- **Task instructions**:
Reproduce the data below verbatim from the line containing "middle mcp: (703, 301)" through its final line, and produce nothing more.

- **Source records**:
════════

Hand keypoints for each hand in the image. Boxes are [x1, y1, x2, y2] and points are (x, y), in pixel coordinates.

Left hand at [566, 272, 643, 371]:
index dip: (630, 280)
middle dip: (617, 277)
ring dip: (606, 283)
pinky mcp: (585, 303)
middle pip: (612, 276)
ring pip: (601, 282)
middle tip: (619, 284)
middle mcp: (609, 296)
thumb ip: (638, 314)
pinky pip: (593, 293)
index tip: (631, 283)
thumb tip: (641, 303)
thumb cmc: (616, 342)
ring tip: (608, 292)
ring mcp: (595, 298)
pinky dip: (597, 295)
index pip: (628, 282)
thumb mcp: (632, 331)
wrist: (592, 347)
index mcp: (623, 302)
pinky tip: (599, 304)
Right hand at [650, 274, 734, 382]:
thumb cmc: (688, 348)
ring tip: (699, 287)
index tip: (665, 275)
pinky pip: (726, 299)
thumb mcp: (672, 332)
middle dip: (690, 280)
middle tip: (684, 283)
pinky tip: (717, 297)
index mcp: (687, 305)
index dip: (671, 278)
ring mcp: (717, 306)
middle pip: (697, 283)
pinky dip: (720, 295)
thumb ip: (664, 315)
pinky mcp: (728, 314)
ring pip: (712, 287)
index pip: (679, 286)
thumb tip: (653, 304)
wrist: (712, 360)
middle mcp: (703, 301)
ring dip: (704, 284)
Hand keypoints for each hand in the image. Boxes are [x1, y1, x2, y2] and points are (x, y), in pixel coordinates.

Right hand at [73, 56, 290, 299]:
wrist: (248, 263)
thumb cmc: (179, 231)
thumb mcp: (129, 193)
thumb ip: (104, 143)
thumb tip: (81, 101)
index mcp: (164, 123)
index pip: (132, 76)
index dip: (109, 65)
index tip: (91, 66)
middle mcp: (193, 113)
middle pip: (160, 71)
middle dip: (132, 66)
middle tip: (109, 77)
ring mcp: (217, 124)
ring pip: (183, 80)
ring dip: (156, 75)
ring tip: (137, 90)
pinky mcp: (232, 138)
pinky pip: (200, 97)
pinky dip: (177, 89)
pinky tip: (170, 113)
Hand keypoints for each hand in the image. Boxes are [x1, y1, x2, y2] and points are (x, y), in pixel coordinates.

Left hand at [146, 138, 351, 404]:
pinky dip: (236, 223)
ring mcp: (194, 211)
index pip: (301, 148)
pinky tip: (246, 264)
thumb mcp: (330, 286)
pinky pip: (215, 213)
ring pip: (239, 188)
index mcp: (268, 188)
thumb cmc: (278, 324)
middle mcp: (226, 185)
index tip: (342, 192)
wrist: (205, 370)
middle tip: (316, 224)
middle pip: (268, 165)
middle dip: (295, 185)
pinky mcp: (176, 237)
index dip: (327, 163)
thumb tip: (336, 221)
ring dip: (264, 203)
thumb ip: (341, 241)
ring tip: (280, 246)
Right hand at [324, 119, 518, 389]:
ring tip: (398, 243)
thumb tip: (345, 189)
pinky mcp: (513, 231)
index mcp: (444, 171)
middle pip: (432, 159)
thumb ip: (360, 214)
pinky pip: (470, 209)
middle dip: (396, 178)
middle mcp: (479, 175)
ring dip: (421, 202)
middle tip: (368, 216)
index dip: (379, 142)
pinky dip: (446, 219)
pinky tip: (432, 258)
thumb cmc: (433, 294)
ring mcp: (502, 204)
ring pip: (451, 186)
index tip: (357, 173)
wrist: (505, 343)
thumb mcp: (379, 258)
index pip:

════════

- **Answer section**:
middle mcp: (703, 301)
ring dip: (704, 284)
Hand keypoints for each hand in the image. Boxes are [x1, y1, x2, y2] and points are (x, y), in pixel coordinates.

Right hand at [73, 56, 290, 299]:
wrist: (248, 263)
thumb cmc: (179, 231)
thumb mcp: (129, 193)
thumb ip: (104, 143)
thumb tip: (81, 101)
index mcp: (164, 123)
index pip: (132, 76)
index dip: (109, 65)
index tip: (91, 66)
middle mcp: (193, 113)
middle pip: (160, 71)
middle dip: (132, 66)
middle tip: (109, 77)
ring mcp: (217, 124)
ring pip: (183, 80)
ring dip: (156, 75)
ring tip: (137, 90)
pinky mcp: (232, 138)
pinky pip: (200, 97)
pinky dip: (177, 89)
pinky tip: (170, 113)
Hand keypoints for each hand in the image. Boxes are [x1, y1, x2, y2] and points are (x, y), in pixel coordinates.

Left hand at [146, 138, 351, 404]:
pinky dip: (236, 223)
ring mcp: (194, 211)
index pip: (301, 148)
pinky tip: (246, 264)
thumb mcp: (330, 286)
pinky pip: (215, 213)
ring pip: (239, 188)
index mcp: (268, 188)
thumb cmc: (278, 324)
middle mcp: (226, 185)
index tip: (342, 192)
wrist: (205, 370)
middle tip: (316, 224)
middle pip: (268, 165)
middle dip: (295, 185)
pinky mcp: (176, 237)
index dip: (327, 163)
thumb tip: (336, 221)
ring dip: (264, 203)
thumb ip: (341, 241)
ring tip: (280, 246)
Right hand at [324, 119, 518, 389]:
ring tip: (398, 243)
thumb tip: (345, 189)
pinky mcp: (513, 231)
index mcp: (444, 171)
middle pip: (432, 159)
thumb ip: (360, 214)
pinky pip: (470, 209)
middle dip: (396, 178)
middle mcp: (479, 175)
ring dip: (421, 202)
middle tip: (368, 216)
index dip: (379, 142)
pinky dip: (446, 219)
pinky tip: (432, 258)
thumb cmc: (433, 294)
ring mcp: (502, 204)
ring pip: (451, 186)
index tip: (357, 173)
wrist: (505, 343)
thumb mcp: (379, 258)
index pip:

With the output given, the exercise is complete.